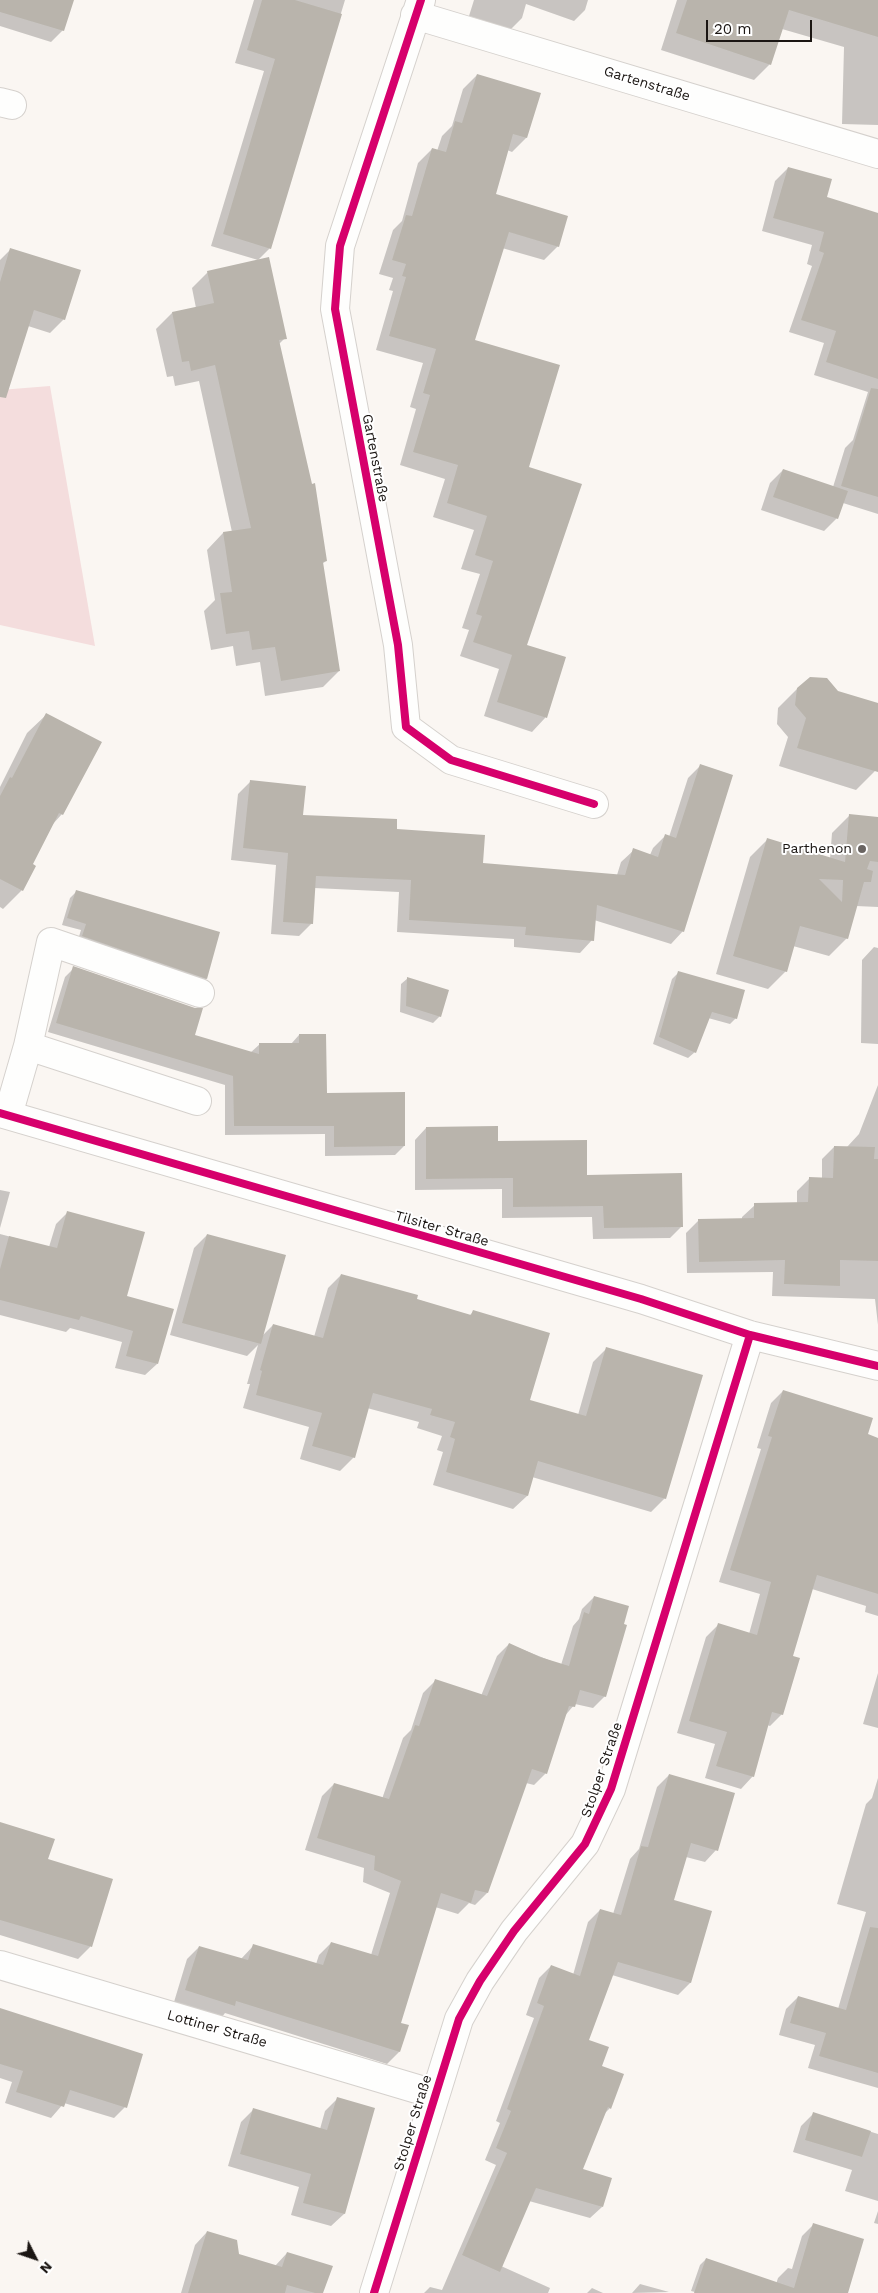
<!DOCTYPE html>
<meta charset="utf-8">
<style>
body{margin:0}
#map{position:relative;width:878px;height:2293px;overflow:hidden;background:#faf6f2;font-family:"Work Sans",sans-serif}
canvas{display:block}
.north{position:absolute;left:10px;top:2233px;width:50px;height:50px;-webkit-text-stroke:4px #fff;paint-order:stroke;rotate:131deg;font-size:14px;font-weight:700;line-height:20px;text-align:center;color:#1b1613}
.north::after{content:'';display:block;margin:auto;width:18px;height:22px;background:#1b1613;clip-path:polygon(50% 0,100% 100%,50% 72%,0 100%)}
.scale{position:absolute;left:706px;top:20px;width:106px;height:22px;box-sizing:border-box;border:2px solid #1b1613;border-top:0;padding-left:6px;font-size:15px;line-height:18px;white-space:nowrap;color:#1b1613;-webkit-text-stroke:4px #fff;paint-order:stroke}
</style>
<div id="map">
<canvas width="878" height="2293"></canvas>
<div class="north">N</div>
<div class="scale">20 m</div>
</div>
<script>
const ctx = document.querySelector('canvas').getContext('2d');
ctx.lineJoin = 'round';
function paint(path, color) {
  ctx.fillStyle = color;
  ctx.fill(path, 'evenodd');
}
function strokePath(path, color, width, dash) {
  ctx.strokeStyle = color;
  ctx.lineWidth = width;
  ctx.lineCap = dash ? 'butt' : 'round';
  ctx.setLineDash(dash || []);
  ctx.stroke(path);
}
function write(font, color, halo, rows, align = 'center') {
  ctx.font = font + ' "Work Sans",sans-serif';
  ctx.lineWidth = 4;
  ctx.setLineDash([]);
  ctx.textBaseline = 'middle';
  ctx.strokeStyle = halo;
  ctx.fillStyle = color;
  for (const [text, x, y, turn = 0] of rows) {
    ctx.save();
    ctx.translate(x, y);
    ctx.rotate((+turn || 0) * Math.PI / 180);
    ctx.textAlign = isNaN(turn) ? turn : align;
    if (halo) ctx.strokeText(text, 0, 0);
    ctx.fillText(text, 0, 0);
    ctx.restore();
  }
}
const green = new Path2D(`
 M50,386L95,646L0,625V390Z`);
const shadow = new Path2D(`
 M0,0H72L63,30L51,42L0,26Z
 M254,0H345L270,248L258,260L211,246L264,71L235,63Z
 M474,0H588L585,10L574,21L526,4L522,18L511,29L469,16Z
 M677,0H863L878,21V125L842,124L844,47L782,29L770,64L754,80L661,50Z
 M477,75L540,94L526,138L512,152L507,150L494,195L558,246L544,260L502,248L473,341L528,468L526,646L564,658L545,718L532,732L484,716L499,669L460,656L469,630L462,628L480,574L461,569L474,530L433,517L445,479L400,465L416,409L410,407L423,363L376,350L393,291L389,290L393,278L379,274L393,230L402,221L418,163L432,149L437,151L442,136L452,126L463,89Z
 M788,168L825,198L878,215V514L843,503L837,518L824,531L761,510L770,483L783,470L833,487L845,448L853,440L868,392L814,375L824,343L789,332L812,266L807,264L812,245L762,231L775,181Z
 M11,249L64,319L50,333L28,326L0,368V260Z
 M208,272L285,338L279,344L326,561L322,564L339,671L323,687L265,696L260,662L236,666L233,646L211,650L204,611L215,600L207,550L223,533L232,532L199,381L175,386L173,376L167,377L156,329L172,313L196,308L192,288Z
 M797,689L837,693L878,705V760L875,771L856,790L779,766L788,737L777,724L778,708Z
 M46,715L62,814L52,825L31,864L35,866L22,890L3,909L0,907V787L27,733Z
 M700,766L683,931L671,944L594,920L592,940L580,953L514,947V939L397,932L399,892L314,888L312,923L299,936L271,934L276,865L231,860L238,794L251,781L301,816L395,830L481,864L617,875L621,862L634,850L650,855L653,848L665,836L669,837L688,778Z
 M849,816L878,818V907L856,906L847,938L829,956L793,946L786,971L768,989L716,974L750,857L767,840L830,859L832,833Z
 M76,892L218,933L206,979L199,985L77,943L81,930L62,925L70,898Z
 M874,947L878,948V1044L861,1043L862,960Z
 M74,968L194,1036L250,1053L260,1044H291L299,1035L325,1095L404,1146L395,1155L325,1156V1134L225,1135V1085L48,1032L65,977Z
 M679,972L736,1018L730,1024L708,1018L695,1052L688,1058L653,1044L672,979Z
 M408,978L440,1016L433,1023L400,1012L401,984Z
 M878,1085V1325L875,1299L772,1296L773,1272L687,1273L686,1233L699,1220H742V1217L755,1205L797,1203V1191L809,1179H822V1159L834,1147H847L859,1134Z
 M426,1128L586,1176L682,1226L670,1238L593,1239L592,1217L502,1218V1189L415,1190V1140Z
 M0,1190L10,1192L0,1228Z
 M68,1212L125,1297L157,1364L145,1375L115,1368L122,1342L70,1328L66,1332L0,1315V1234L49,1247L56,1224Z
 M207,1235L261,1337L273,1325L314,1337L328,1288L341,1275L469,1316L473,1312L529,1401L578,1415L593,1362L607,1348L665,1498L651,1512L532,1477L527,1496L513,1509L433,1485L443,1452L437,1450L442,1436L417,1428L419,1422L367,1408L354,1457L340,1471L300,1459L309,1427L243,1408L250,1384H247L258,1345L247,1356L170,1335L194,1248Z
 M783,1391L866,1435L878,1439V1616L865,1612L866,1606L812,1589L792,1657L782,1714L770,1726L767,1725L753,1776L741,1789L705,1778L715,1744L677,1733L706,1637L718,1625L749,1634L760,1594L719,1582L761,1449L757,1448L771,1403Z
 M594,1597L605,1696L593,1708L575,1704L563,1718L546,1773L534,1785L526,1783L487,1893L475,1905L469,1903L458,1914L435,1907L400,2024L399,2052L387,2064L225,2013L222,2017L174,2002L187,1959L199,1947L241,1959L254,1945L316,1964L319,1955L331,1943L371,1955L390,1893L363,1882L364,1868L305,1850L322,1796L334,1784L382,1799L403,1738L411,1730L423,1693L435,1681L481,1696L497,1656L509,1644L561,1665L573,1626L579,1619L582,1609Z
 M878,1673V1728L863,1724Z
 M669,1775L716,1850L705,1862L686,1857L672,1901L711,1912L690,1983L678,1995L612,1975L587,2041L601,2066L610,2108L604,2114L581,2170L602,2207L590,2218L529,2201L501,2266L550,2288L548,2293H424L430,2287L442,2290L496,2165L485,2160L500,2123L496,2121L534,2018L526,2015L539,1978L551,1966L573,1975L588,1922L600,1910L613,1914L630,1859L639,1849L657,1787Z
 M878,1778V2088L808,2068L815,2045L779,2035L786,2009L798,1997L838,2009L866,1912L837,1904L866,1804L872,1798Z
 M0,1824L46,1860L111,1880L90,1947L78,1959L0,1935Z
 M0,2009L125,2107L114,2118L64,2103L51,2118L5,2103L12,2082L0,2078Z
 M337,2099L374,2109L344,2214L331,2226L291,2215L299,2187L228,2166L241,2122L253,2110L320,2129L325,2111Z
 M813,2114L878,2134V2201L845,2191L852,2170L793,2152L801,2126Z
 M878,2211V2224L874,2223Z
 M813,2225L847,2293H773L778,2278L788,2268L792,2269L802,2236Z
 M207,2232L238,2255L275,2266L287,2253L322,2293H181L195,2245Z
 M706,2259L731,2293H699L691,2291L700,2265Z
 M640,2284L669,2292L632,2293Z
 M592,2288L603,2293H587Z`);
const building = new Path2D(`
 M0,0H74L64,31L0,12Z
 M262,0H295L342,14L271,249L223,234L275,59L247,50Z
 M687,0H878V37L789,10L771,65L676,33Z
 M477,74L541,93L527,138L513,134L496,194L568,216L559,247L509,232L475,340L560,365L529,467L582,484L527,645L566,657L547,718L497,702L512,655L473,642L482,616L476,614L493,561L475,555L487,516L447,503L458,465L413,452L430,395L423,393L436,349L389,336L406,277L402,276L406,264L392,260L406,215L412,216L432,148L446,152L455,121L462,123Z
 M788,167L832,179L827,197L878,213V379L826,362L836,331L801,320L824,253L819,251L824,232L773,218Z
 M10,248L81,270L65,320L34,310L6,398L0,397V282Z
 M269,257L287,339L279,340L312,484L315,483L327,561L323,562L340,671L281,681L275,647L252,650L249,631L226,634L220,593L232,592L223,532L251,528L215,365L191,371L189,361L182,362L172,312L214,303L207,271Z
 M871,388L878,389V497L841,486Z
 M783,469L848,491L838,519L773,497Z
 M810,677L827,678L838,691L878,703V772L797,748L806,718L795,705L797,688Z
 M46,713L102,742L63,815L59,813L33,864L36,866L23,891L0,879V796L10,777L12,778Z
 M700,764L733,775L684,932L597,905L594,941L525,935L526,927L409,920L411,880L316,876L313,924L283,922L288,853L243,848L250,780L306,786L303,815L397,819V829L485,835L483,863L625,875L633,848L658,857L665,834L676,838Z
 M849,814L878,817V862L870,861L867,869L873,871L871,882H864L848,939L800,926L787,972L733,956L767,838L845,862ZM819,879L843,880L842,902Z
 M76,890L220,932L207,979L82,936L86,924L67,918Z
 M73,966L195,1008H203L195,1035L259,1054V1043H299V1034H326L327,1093L405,1092V1146L334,1147V1126H234L233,1076L56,1023Z
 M678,971L745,990L737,1019L712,1012L696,1053L659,1037Z
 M407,977L449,990L441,1017L406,1006Z
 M498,1126V1141L587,1140V1175L682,1173L683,1227L604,1228L603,1206L513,1207V1178L426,1179V1127Z
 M834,1146L875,1147L874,1159H878V1261L840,1260V1286L784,1284L785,1260L699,1262L698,1219L754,1218V1203L808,1202L809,1177L833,1178Z
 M67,1211L145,1232L127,1296L174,1309L158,1364L126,1356L133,1331L81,1316L79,1320L0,1300V1269L9,1236L57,1248Z
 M207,1234L286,1255L261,1344L182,1323Z
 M341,1274L418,1295L417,1299L471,1315L473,1310L550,1333L530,1400L586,1416L606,1347L703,1375L666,1499L538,1461L528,1496L446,1472L455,1439L450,1437L455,1422L430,1415L432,1409L373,1393L355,1458L312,1446L322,1413L256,1395L262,1371L260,1370L273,1324L323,1338Z
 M783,1390L873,1418L868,1434L878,1438V1594L817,1575L793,1656L800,1658L783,1715L772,1712L754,1777L716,1766L727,1732L689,1721L718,1623L757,1635L771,1582L730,1570L772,1437L768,1436Z
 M594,1596L629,1606L624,1624L627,1625L606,1697L580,1690L575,1707L569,1706L547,1774L532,1769L488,1893L475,1890L471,1903L441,1893L401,2023L409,2025L400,2052L236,2001L235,2006L185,1990L199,1946L248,1960L253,1944L323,1965L331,1942L378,1956L401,1881L374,1870L375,1856L317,1838L334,1783L389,1799L415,1725L419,1726L435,1679L487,1696L509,1643L540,1657L569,1666L584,1612L589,1614Z
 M669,1774L735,1793L718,1851L691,1843L674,1900L712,1911L691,1983L618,1962L589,2040L609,2047L602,2066L624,2074L611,2109L608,2107L583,2169L612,2178L603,2207L536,2188L500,2272L462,2255L507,2153L496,2148L511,2111L507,2109L544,2006L537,2003L551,1965L580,1976L600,1909L621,1915L641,1846L648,1847Z
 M0,1822L55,1839L48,1859L113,1879L92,1947L0,1920Z
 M870,1927L878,1928V2073L819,2056L826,2033L790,2023L798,1996L846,2010Z
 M0,2008L143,2054L127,2108L70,2090L64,2107L16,2092L23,2071L0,2064Z
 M337,2097L375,2108L345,2214L303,2203L311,2174L240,2154L253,2108L327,2130Z
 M813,2112L871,2131L862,2157L805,2140Z
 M813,2223L864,2239L848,2293H694L706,2258L794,2288Z
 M207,2231L237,2240L239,2254L282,2267L287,2252L333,2266L323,2293H315L287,2285L285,2293H188Z`);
const minor = new Path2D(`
 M421,0L340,246L335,309L398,645L406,727L451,760L594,804
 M415,15L878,154
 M0,102L12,105
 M28,1046L51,942L200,993
 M0,1113L641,1299L750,1335L878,1366
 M8,1115L28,1046L197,1101
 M0,1965L434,2094
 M374,2293L459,2019L480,1981L514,1931L585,1844L611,1789L750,1335`);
const cycleway = new Path2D(`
 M421,0L340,246L335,309L398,645L406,727L451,760L594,804
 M0,1113L641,1299L750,1335L878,1366
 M374,2293L459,2019L480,1981L514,1931L585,1844L611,1789L750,1335`);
const markers = [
 [862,849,5,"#696461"]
];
const streetNames = [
 ["Gartenstraße",647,84,17],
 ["Gartenstraße",375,458,79],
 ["Tilsiter Straße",442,1229,16],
 ["Stolper Straße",602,1770,-71],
 ["Lottiner Straße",217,2029,16],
 ["Stolper Straße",413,2123,-73]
];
const poiNames = [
 ["Parthenon",852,849]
];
paint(green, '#f4dddd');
paint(shadow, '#0003');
paint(building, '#b9b4ac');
strokePath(minor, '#d5d1cd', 30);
strokePath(minor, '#fefefd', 28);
strokePath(cycleway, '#d6006c', 8);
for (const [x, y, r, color] of markers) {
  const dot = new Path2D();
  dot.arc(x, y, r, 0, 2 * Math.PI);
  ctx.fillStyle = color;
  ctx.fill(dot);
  strokePath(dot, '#fff', 2);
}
write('14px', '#1b1613', '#fff', streetNames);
write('14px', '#1b1613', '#fff', poiNames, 'right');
</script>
---
__EXERCISE__.
Say how many lines contain "rotate" in the material above; the number is the whole answer.

__SOLUTION FOR THIS TASK__.
2